Help identify research and development opportunities, working closely with industry and users.
To advocate for RFB energy storage systems as key technologies in near future UK energy networks.
To raise awarness of RFB technology and its advantages in the public domain
This network aims to bring UK expertise in the field of redox flow batteries (RFBs) together. Research into the technology is demanding, requiring researchers to be fundamental electrochemists, synthetic chemists, chemical and electrical engineers, and computational scientists to name a few disciplines.
Redox flow batteries are a deceptively complex technology requiring advances in the membranes, electrode materials, framework materials, electrochemical cell design, and electrolytes, in order to develop a viable energy storage system. Collaboration and sharing best practice is the only feasible way to innovate and advance all these aspects of the system and establish a world-leading position in decarbonisation technology. .
With the support of the EPSRC Networking Centre for Applied Materials of Integrated Energy Materials (CAM-IES), this network has been established dedicated to advances in UK RFB research.
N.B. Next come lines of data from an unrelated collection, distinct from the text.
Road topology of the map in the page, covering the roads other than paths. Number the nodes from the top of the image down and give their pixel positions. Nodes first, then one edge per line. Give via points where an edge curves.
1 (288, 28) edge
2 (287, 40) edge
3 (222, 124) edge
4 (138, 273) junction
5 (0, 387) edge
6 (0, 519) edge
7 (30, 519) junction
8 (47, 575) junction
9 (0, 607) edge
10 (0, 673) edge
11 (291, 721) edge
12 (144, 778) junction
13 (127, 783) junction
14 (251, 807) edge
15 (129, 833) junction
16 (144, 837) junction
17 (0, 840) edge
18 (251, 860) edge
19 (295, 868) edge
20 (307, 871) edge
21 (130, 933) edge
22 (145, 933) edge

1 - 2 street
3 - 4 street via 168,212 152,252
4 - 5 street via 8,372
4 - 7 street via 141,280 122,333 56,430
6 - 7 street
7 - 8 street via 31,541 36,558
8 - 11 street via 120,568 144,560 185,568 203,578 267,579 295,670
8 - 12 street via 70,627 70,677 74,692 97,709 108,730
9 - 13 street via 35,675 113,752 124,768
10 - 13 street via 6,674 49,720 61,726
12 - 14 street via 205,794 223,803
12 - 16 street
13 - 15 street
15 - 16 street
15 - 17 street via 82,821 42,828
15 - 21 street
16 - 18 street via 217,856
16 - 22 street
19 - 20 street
By working together, sharing our research and insight, as well as identifying challenges and opportunities, we can progress in this field considerably faster and regain the prominence once held in the UK for flow battery research.
European Flow Battery Network (FLORES)
FLORES is a network of 9 EU-funded projects working on next-generation redox-flow batteries
With a combined EU funding of >41 million €, 89 organisations from thirteen research projects are joining forces in FLORES to exploit synergies and publicise their results in this dynamic research field.
Follow their work on social media
What is a Redox Flow Battery?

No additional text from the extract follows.